"""
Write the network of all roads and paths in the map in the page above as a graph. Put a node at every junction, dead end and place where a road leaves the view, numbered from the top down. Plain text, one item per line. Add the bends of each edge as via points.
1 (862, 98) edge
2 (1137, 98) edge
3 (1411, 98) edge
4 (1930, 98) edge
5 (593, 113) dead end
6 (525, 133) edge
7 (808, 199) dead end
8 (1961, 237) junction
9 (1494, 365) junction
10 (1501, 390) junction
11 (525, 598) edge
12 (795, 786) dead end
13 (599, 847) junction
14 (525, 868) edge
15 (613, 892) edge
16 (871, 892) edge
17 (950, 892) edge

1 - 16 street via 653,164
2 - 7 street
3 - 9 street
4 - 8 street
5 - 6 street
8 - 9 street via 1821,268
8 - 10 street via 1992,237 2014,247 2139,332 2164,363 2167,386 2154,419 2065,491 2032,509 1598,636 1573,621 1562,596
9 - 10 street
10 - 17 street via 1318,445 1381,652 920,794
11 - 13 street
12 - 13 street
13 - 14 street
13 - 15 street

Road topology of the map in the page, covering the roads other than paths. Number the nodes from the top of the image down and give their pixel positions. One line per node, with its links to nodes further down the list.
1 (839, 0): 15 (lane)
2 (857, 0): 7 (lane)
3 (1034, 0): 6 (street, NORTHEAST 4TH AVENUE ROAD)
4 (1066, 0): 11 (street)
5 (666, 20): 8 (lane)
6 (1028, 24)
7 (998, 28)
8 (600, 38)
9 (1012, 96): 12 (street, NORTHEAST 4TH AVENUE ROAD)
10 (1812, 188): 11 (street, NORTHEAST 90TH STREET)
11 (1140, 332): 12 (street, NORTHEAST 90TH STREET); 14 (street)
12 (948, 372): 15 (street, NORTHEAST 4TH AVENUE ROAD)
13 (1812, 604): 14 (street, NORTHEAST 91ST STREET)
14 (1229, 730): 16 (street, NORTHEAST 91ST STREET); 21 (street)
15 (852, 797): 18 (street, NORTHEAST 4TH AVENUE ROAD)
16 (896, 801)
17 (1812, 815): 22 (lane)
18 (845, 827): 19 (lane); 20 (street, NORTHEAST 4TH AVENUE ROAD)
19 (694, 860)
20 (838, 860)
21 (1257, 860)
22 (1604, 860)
"""
• EXERCISE REQUIREMENTS
Reproduce the data in its entirety, matching each character.

• OUTPUT OF THE EXERCISE
Write the network of all roads and paths in the map in the page above as a graph. Put a node at every junction, dead end and place where a road leaves the view, numbered from the top down. Plain text, one item per line. Add the bends of each edge as via points.
1 (862, 98) edge
2 (1137, 98) edge
3 (1411, 98) edge
4 (1930, 98) edge
5 (593, 113) dead end
6 (525, 133) edge
7 (808, 199) dead end
8 (1961, 237) junction
9 (1494, 365) junction
10 (1501, 390) junction
11 (525, 598) edge
12 (795, 786) dead end
13 (599, 847) junction
14 (525, 868) edge
15 (613, 892) edge
16 (871, 892) edge
17 (950, 892) edge

1 - 16 street via 653,164
2 - 7 street
3 - 9 street
4 - 8 street
5 - 6 street
8 - 9 street via 1821,268
8 - 10 street via 1992,237 2014,247 2139,332 2164,363 2167,386 2154,419 2065,491 2032,509 1598,636 1573,621 1562,596
9 - 10 street
10 - 17 street via 1318,445 1381,652 920,794
11 - 13 street
12 - 13 street
13 - 14 street
13 - 15 street

Road topology of the map in the page, covering the roads other than paths. Number the nodes from the top of the image down and give their pixel positions. One line per node, with its links to nodes further down the list.
1 (839, 0): 15 (lane)
2 (857, 0): 7 (lane)
3 (1034, 0): 6 (street, NORTHEAST 4TH AVENUE ROAD)
4 (1066, 0): 11 (street)
5 (666, 20): 8 (lane)
6 (1028, 24)
7 (998, 28)
8 (600, 38)
9 (1012, 96): 12 (street, NORTHEAST 4TH AVENUE ROAD)
10 (1812, 188): 11 (street, NORTHEAST 90TH STREET)
11 (1140, 332): 12 (street, NORTHEAST 90TH STREET); 14 (street)
12 (948, 372): 15 (street, NORTHEAST 4TH AVENUE ROAD)
13 (1812, 604): 14 (street, NORTHEAST 91ST STREET)
14 (1229, 730): 16 (street, NORTHEAST 91ST STREET); 21 (street)
15 (852, 797): 18 (street, NORTHEAST 4TH AVENUE ROAD)
16 (896, 801)
17 (1812, 815): 22 (lane)
18 (845, 827): 19 (lane); 20 (street, NORTHEAST 4TH AVENUE ROAD)
19 (694, 860)
20 (838, 860)
21 (1257, 860)
22 (1604, 860)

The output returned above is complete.